Si tenta così di ripercorrere, con maggior rilievo, la medesima formula di spettacolo già sperimentata con Madama Butterfly dello scorso anno. Allora il testo di Vittorio Sabadin individuò i particolari delle vicenda aggiungendo alcuni particolari musicali sull’opera narrati dal medesimo attore, il bravissimo Yuri D’Agostino. L’adattamento di oggi è ancora più invasivo; non si limita ad accompagnare gli ascolti, supera l’idea di un canovaccio testuale che serve da cerniera fra un ascolto e l’altro, bensì diventa uno spettacolo ispirato alla Carmen di Bizet, inventando una drammaturgia che spiega tutti i risvolti dell’opera di Bizet. Ecco perché il Regio, forse, avrebbe dovuto osare di più, cercando un nuovo titolo per lo spettacolo, non presentandolo come Carmen, bensì come pièce teatral-musicale ispirata all’opera e ai suoi contenuti. Piaccia o meno, l’operazione ha avuto una sua ragion d’essere nella ricerca di avvicinare all’opera un pubblico nuovo, forse diverso da quello più tradizionalmente inteso. Il Cortile di Palazzo Arsenale era affollatissimo, anche se l’impressione è stata quella di trovarsi dinanzi a spettatori neofiti, forse non più in grado di comprendere, visto l’egual grado d’intensità degli applausi rivolti agli interpreti, la diversità del loro valore.

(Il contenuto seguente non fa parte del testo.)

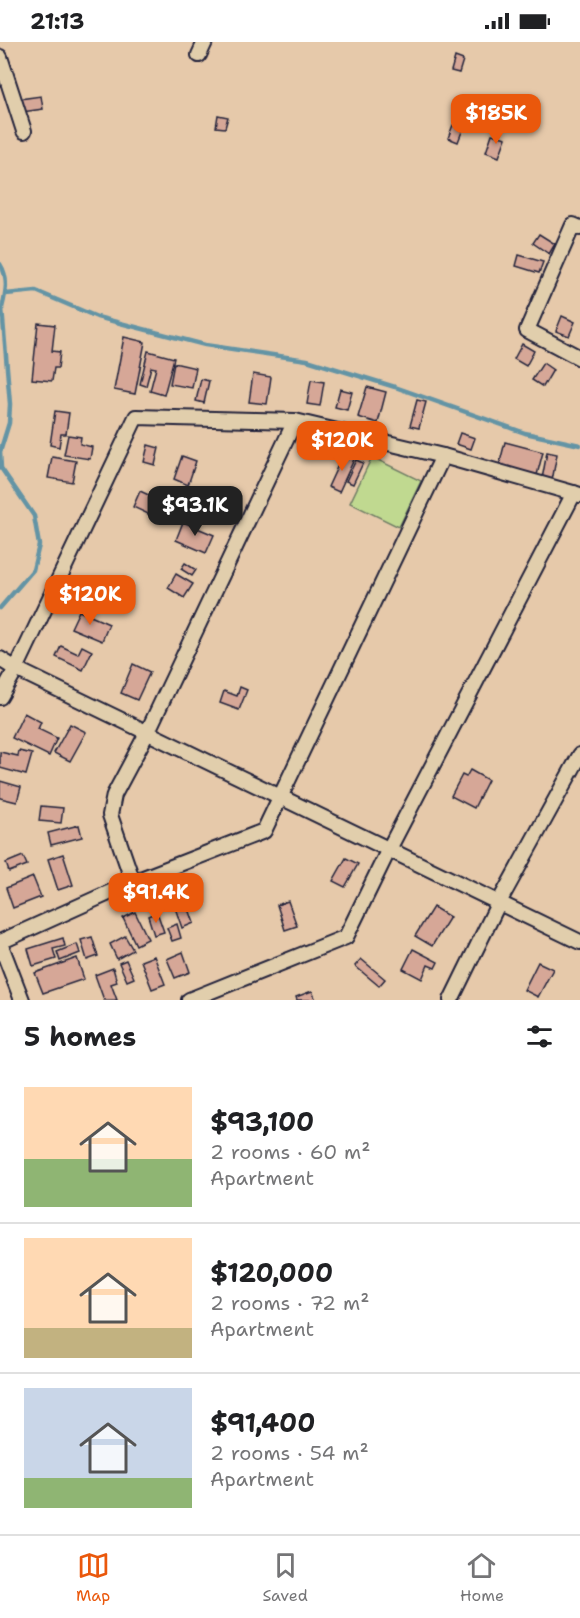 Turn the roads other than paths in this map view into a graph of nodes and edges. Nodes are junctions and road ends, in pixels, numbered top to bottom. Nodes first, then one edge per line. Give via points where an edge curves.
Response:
1 (205, 42) edge
2 (199, 55) dead end
3 (0, 57) edge
4 (24, 131) dead end
5 (580, 228) edge
6 (580, 357) edge
7 (296, 422) junction
8 (442, 456) junction
9 (577, 494) edge
10 (0, 659) edge
11 (16, 669) junction
12 (0, 697) edge
13 (147, 733) junction
14 (580, 755) edge
15 (281, 798) junction
16 (389, 849) junction
17 (133, 882) junction
18 (498, 904) junction
19 (0, 942) edge
20 (580, 942) edge
21 (22, 1000) edge
22 (189, 1000) edge
23 (451, 1000) edge

1 - 2 street
3 - 4 street
5 - 6 street via 573,225 527,330
7 - 8 street
7 - 11 street via 136,417
7 - 13 street
8 - 9 street
8 - 15 street
9 - 16 street
10 - 11 street
11 - 12 street
11 - 13 street
13 - 15 street
13 - 17 street via 114,795 110,816
14 - 18 street
15 - 16 street
15 - 17 street via 264,831
16 - 18 street
16 - 22 street via 346,937
17 - 19 street
18 - 20 street
18 - 23 street
19 - 21 street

Pochi infatti si sono accorti che il tenore Jean-François Borras, nei panni di Don José, fosse diverse spanne sopra gli altri colleghi. Canta con un francese perfetto, ma soprattutto ha stile, eleganza e regala una romanza del fiore come raramente si ascolta. La attacca splendidamente, la colma di colori e addirittura trova una strada ottimale per intonare il si bemolle come si deve, con un suono misto, evitando di eseguirlo forte. Inoltre trova un equilibrio perfetto fra declamazione ed eleganza e, nel finale dell’opera, regala un duetto nel quale ben se ne guarda da cadere nel trabocchetto di un canto verista. Eppure il pubblico pare non accorgersi di essere dinanzi ad uno dei migliori tenori di scuola francese dei nostri tempi e regala gli stessi applausi agli altri componenti della compagnia, che gli sono decisamente inferiori, a partire dalla buona Carmen di Ketevan Kemoklidze, che canta e fraseggia bene ma non entusiasma perché la personalità interpretativa è un po’ stinta, così come la voce è di volume piuttosto contenuto. Anche Benedetta Torre è una Micaëla corretta ma con la tendenza a incorrere in qualche suono fisso in acuto, mentre il giovane baritono Zoltán Nagy è un modesto Escamillo, scenicamente intimidito nonostante la bella presenza scenica, la cui voce appare in difficoltà nelle strofe del celeberrimo couplet del Toreador. La locandina degli interpreti si chiude qui, perché tutti i personaggi di contorno non sono contemplati in questa versione.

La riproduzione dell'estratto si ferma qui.